Task details:
Copy each entry verbatim, excluding its images.

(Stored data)
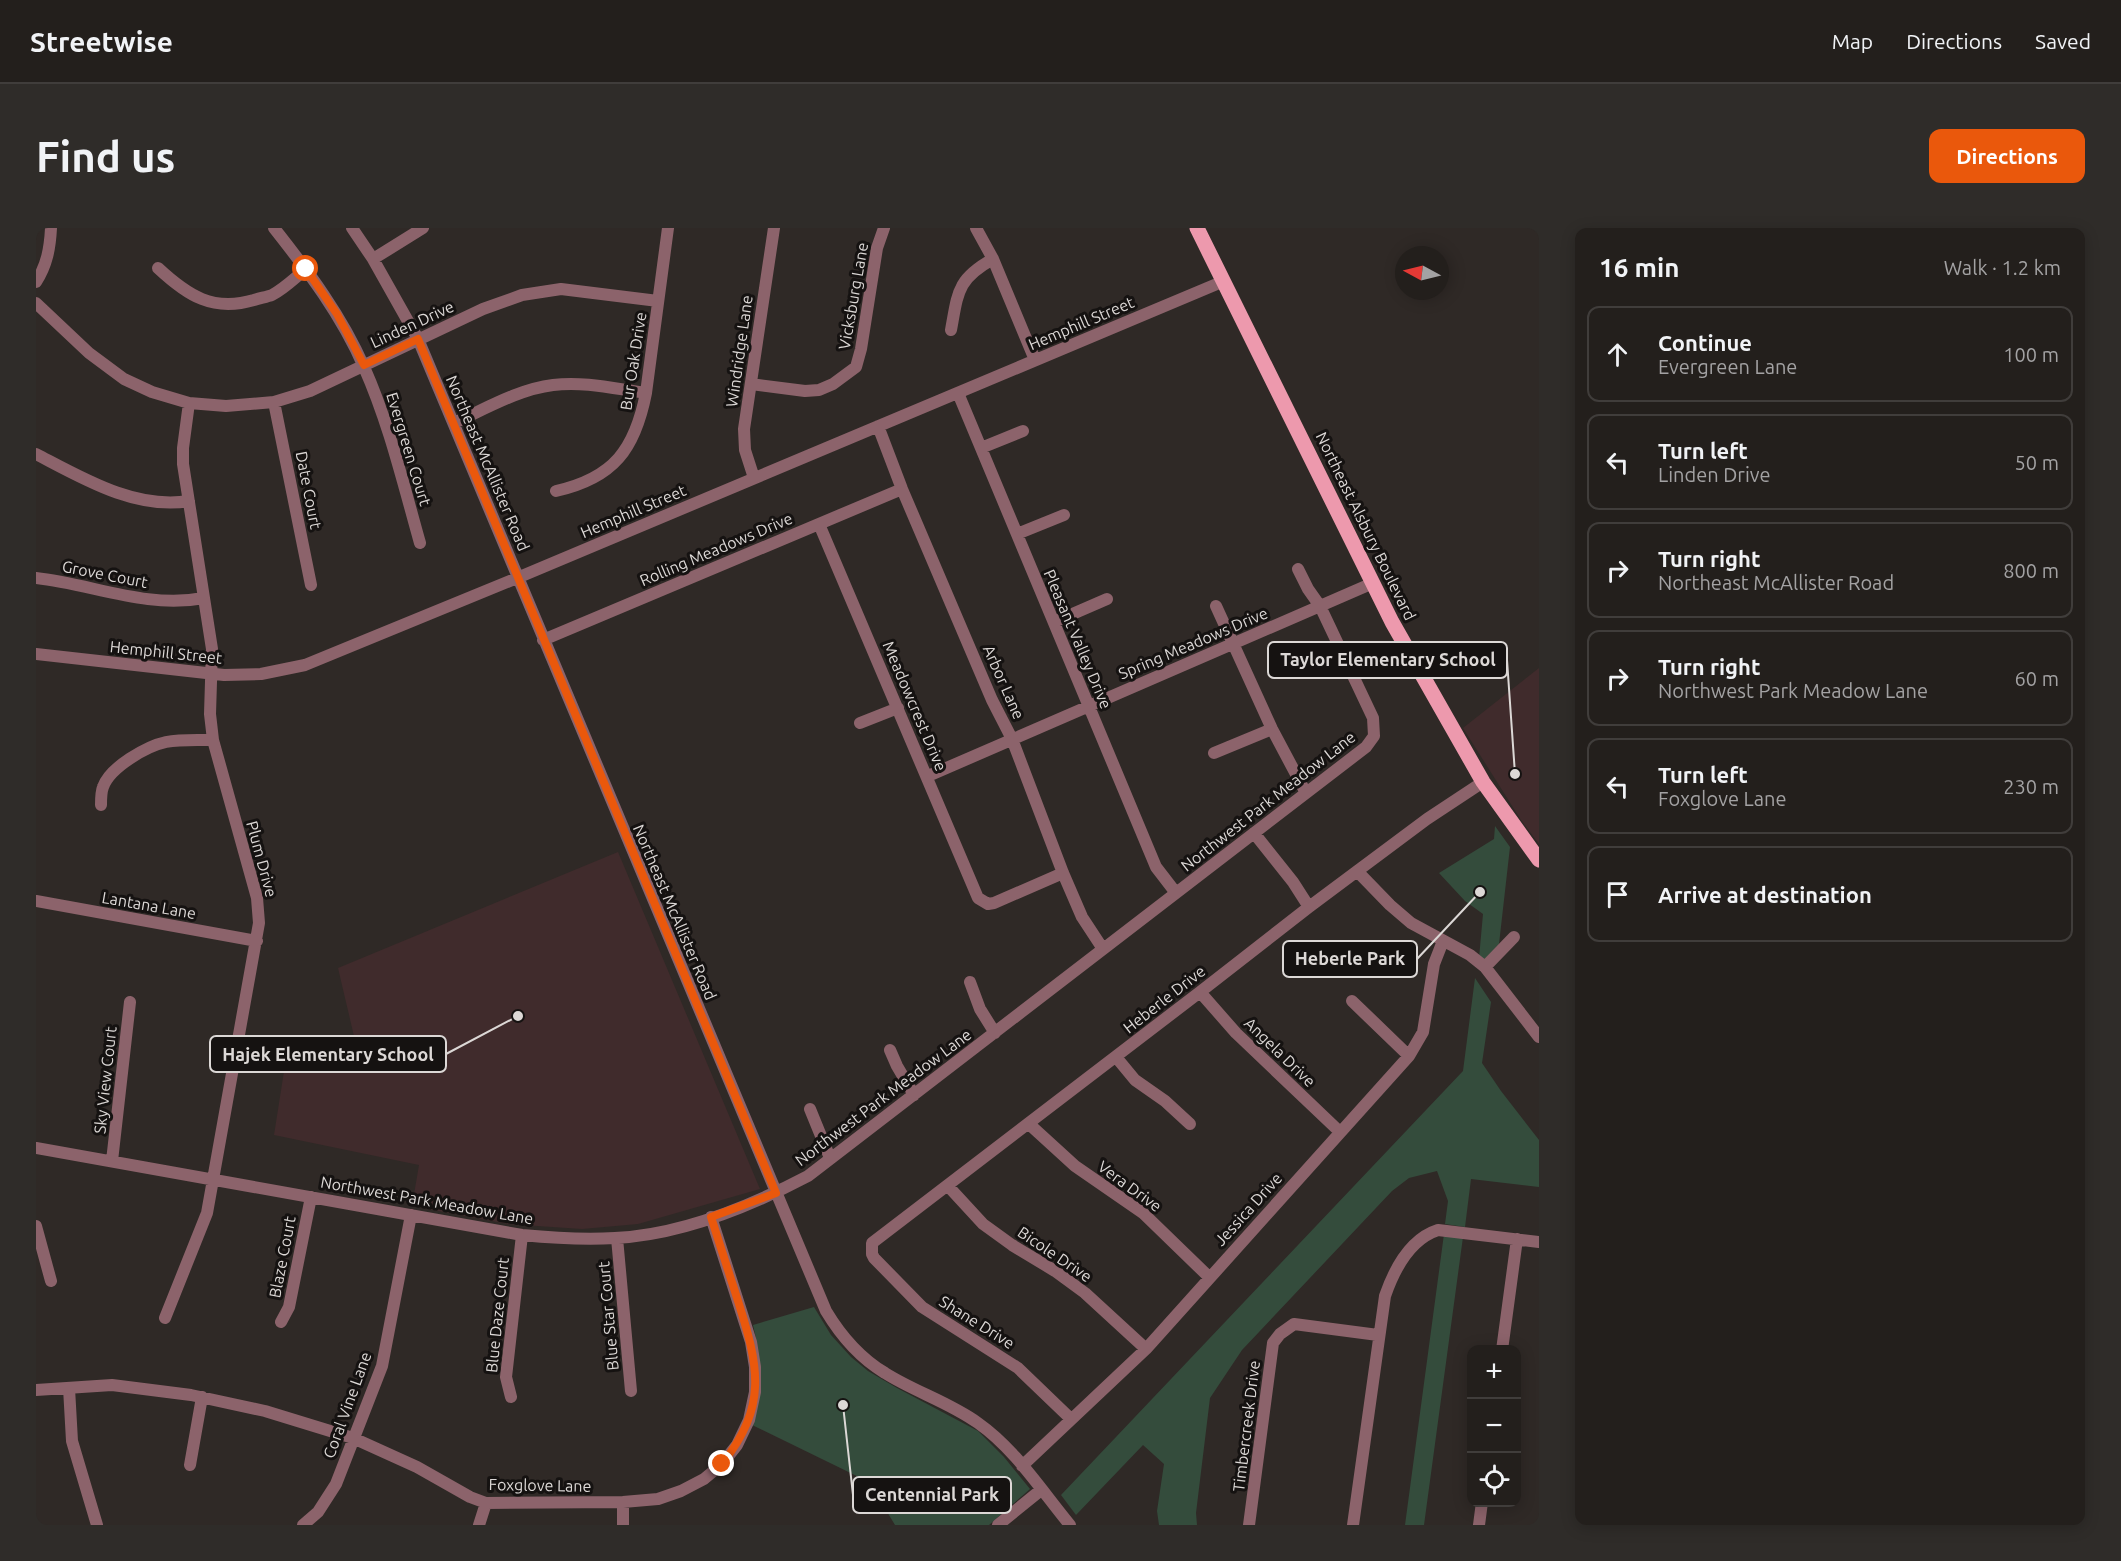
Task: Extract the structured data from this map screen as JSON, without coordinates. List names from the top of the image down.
{
  "streets": {
    "main road": ["Northeast Alsbury Boulevard"],
    "street": [
      "Vicksburg Lane",
      "Hemphill Street",
      "Linden Drive",
      "Windridge Lane",
      "Bur Oak Drive",
      "Evergreen Court",
      "Northeast McAllister Road",
      "Date Court",
      "Rolling Meadows Drive",
      "Grove Court",
      "Pleasant Valley Drive",
      "Spring Meadows Drive",
      "Arbor Lane",
      "Meadowcrest Drive",
      "Northwest Park Meadow Lane",
      "Plum Drive",
      "Lantana Lane",
      "Heberle Drive",
      "Angela Drive",
      "Sky View Court",
      "Vera Drive",
      "Jessica Drive",
      "Bicole Drive",
      "Blaze Court",
      "Blue Daze Court",
      "Blue Star Court",
      "Shane Drive",
      "Coral Vine Lane",
      "Timbercreek Drive",
      "Foxglove Lane"
    ]
  },
  "crossings": [
    ["Vicksburg Lane", "Windridge Lane"],
    ["Hemphill Street", "Windridge Lane"],
    ["Hemphill Street", "Northeast McAllister Road"],
    ["Hemphill Street", "Northeast Alsbury Boulevard"],
    ["Hemphill Street", "Pleasant Valley Drive"],
    ["Hemphill Street", "Arbor Lane"],
    ["Hemphill Street", "Plum Drive"],
    ["Linden Drive", "Bur Oak Drive"],
    ["Linden Drive", "Evergreen Court"],
    ["Linden Drive", "Northeast McAllister Road"],
    ["Linden Drive", "Date Court"],
    ["Linden Drive", "Plum Drive"],
    ["Northeast McAllister Road", "Rolling Meadows Drive"],
    ["Northeast McAllister Road", "Northwest Park Meadow Lane"],
    ["Northeast McAllister Road", "Jessica Drive"],
    ["Northeast Alsbury Boulevard", "Spring Meadows Drive"],
    ["Northeast Alsbury Boulevard", "Heberle Drive"],
    ["Rolling Meadows Drive", "Arbor Lane"],
    ["Rolling Meadows Drive", "Meadowcrest Drive"],
    ["Grove Court", "Plum Drive"],
    ["Pleasant Valley Drive", "Spring Meadows Drive"],
    ["Pleasant Valley Drive", "Northwest Park Meadow Lane"],
    ["Spring Meadows Drive", "Arbor Lane"],
    ["Spring Meadows Drive", "Meadowcrest Drive"],
    ["Spring Meadows Drive", "Northwest Park Meadow Lane"],
    ["Arbor Lane", "Meadowcrest Drive"],
    ["Arbor Lane", "Northwest Park Meadow Lane"],
    ["Northwest Park Meadow Lane", "Plum Drive"],
    ["Northwest Park Meadow Lane", "Sky View Court"],
    ["Northwest Park Meadow Lane", "Blaze Court"],
    ["Northwest Park Meadow Lane", "Blue Daze Court"],
    ["Northwest Park Meadow Lane", "Blue Star Court"],
    ["Northwest Park Meadow Lane", "Coral Vine Lane"],
    ["Northwest Park Meadow Lane", "Foxglove Lane"],
    ["Plum Drive", "Lantana Lane"],
    ["Heberle Drive", "Angela Drive"],
    ["Heberle Drive", "Vera Drive"],
    ["Heberle Drive", "Bicole Drive"],
    ["Heberle Drive", "Shane Drive"],
    ["Angela Drive", "Jessica Drive"],
    ["Vera Drive", "Jessica Drive"],
    ["Jessica Drive", "Bicole Drive"],
    ["Jessica Drive", "Shane Drive"],
    ["Coral Vine Lane", "Foxglove Lane"]
  ],
  "places": [
    "Taylor Elementary School",
    "Heberle Park",
    "Hajek Elementary School",
    "Centennial Park"
  ],
  "north": "left",
  "page": {
    "header": "Streetwise",
    "nav": ["Map", "Directions", "Saved"],
    "buttons": "Directions",
    "title": "Find us",
    "heading": ["16 min", "Walk · 1.2 km"],
    "list": [
      ["Continue", "Evergreen Lane", "100 m"],
      ["Turn left", "Linden Drive", "50 m"],
      ["Turn right", "Northeast McAllister Road", "800 m"],
      ["Turn right", "Northwest Park Meadow Lane", "60 m"],
      ["Turn left", "Foxglove Lane", "230 m"],
      "Arrive at destination"
    ],
    "map_buttons": ["+", "−"]
  }
}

Written response:
Task: Extract the structured data from this map screen as JSON, without coordinates. List names from the top of the image down.
{
  "streets": {
    "main road": ["Northeast Alsbury Boulevard"],
    "street": [
      "Vicksburg Lane",
      "Hemphill Street",
      "Linden Drive",
      "Windridge Lane",
      "Bur Oak Drive",
      "Evergreen Court",
      "Northeast McAllister Road",
      "Date Court",
      "Rolling Meadows Drive",
      "Grove Court",
      "Pleasant Valley Drive",
      "Spring Meadows Drive",
      "Arbor Lane",
      "Meadowcrest Drive",
      "Northwest Park Meadow Lane",
      "Plum Drive",
      "Lantana Lane",
      "Heberle Drive",
      "Angela Drive",
      "Sky View Court",
      "Vera Drive",
      "Jessica Drive",
      "Bicole Drive",
      "Blaze Court",
      "Blue Daze Court",
      "Blue Star Court",
      "Shane Drive",
      "Coral Vine Lane",
      "Timbercreek Drive",
      "Foxglove Lane"
    ]
  },
  "crossings": [
    ["Vicksburg Lane", "Windridge Lane"],
    ["Hemphill Street", "Windridge Lane"],
    ["Hemphill Street", "Northeast McAllister Road"],
    ["Hemphill Street", "Northeast Alsbury Boulevard"],
    ["Hemphill Street", "Pleasant Valley Drive"],
    ["Hemphill Street", "Arbor Lane"],
    ["Hemphill Street", "Plum Drive"],
    ["Linden Drive", "Bur Oak Drive"],
    ["Linden Drive", "Evergreen Court"],
    ["Linden Drive", "Northeast McAllister Road"],
    ["Linden Drive", "Date Court"],
    ["Linden Drive", "Plum Drive"],
    ["Northeast McAllister Road", "Rolling Meadows Drive"],
    ["Northeast McAllister Road", "Northwest Park Meadow Lane"],
    ["Northeast McAllister Road", "Jessica Drive"],
    ["Northeast Alsbury Boulevard", "Spring Meadows Drive"],
    ["Northeast Alsbury Boulevard", "Heberle Drive"],
    ["Rolling Meadows Drive", "Arbor Lane"],
    ["Rolling Meadows Drive", "Meadowcrest Drive"],
    ["Grove Court", "Plum Drive"],
    ["Pleasant Valley Drive", "Spring Meadows Drive"],
    ["Pleasant Valley Drive", "Northwest Park Meadow Lane"],
    ["Spring Meadows Drive", "Arbor Lane"],
    ["Spring Meadows Drive", "Meadowcrest Drive"],
    ["Spring Meadows Drive", "Northwest Park Meadow Lane"],
    ["Arbor Lane", "Meadowcrest Drive"],
    ["Arbor Lane", "Northwest Park Meadow Lane"],
    ["Northwest Park Meadow Lane", "Plum Drive"],
    ["Northwest Park Meadow Lane", "Sky View Court"],
    ["Northwest Park Meadow Lane", "Blaze Court"],
    ["Northwest Park Meadow Lane", "Blue Daze Court"],
    ["Northwest Park Meadow Lane", "Blue Star Court"],
    ["Northwest Park Meadow Lane", "Coral Vine Lane"],
    ["Northwest Park Meadow Lane", "Foxglove Lane"],
    ["Plum Drive", "Lantana Lane"],
    ["Heberle Drive", "Angela Drive"],
    ["Heberle Drive", "Vera Drive"],
    ["Heberle Drive", "Bicole Drive"],
    ["Heberle Drive", "Shane Drive"],
    ["Angela Drive", "Jessica Drive"],
    ["Vera Drive", "Jessica Drive"],
    ["Jessica Drive", "Bicole Drive"],
    ["Jessica Drive", "Shane Drive"],
    ["Coral Vine Lane", "Foxglove Lane"]
  ],
  "places": [
    "Taylor Elementary School",
    "Heberle Park",
    "Hajek Elementary School",
    "Centennial Park"
  ],
  "north": "left",
  "page": {
    "header": "Streetwise",
    "nav": ["Map", "Directions", "Saved"],
    "buttons": "Directions",
    "title": "Find us",
    "heading": ["16 min", "Walk · 1.2 km"],
    "list": [
      ["Continue", "Evergreen Lane", "100 m"],
      ["Turn left", "Linden Drive", "50 m"],
      ["Turn right", "Northeast McAllister Road", "800 m"],
      ["Turn right", "Northwest Park Meadow Lane", "60 m"],
      ["Turn left", "Foxglove Lane", "230 m"],
      "Arrive at destination"
    ],
    "map_buttons": ["+", "−"]
  }
}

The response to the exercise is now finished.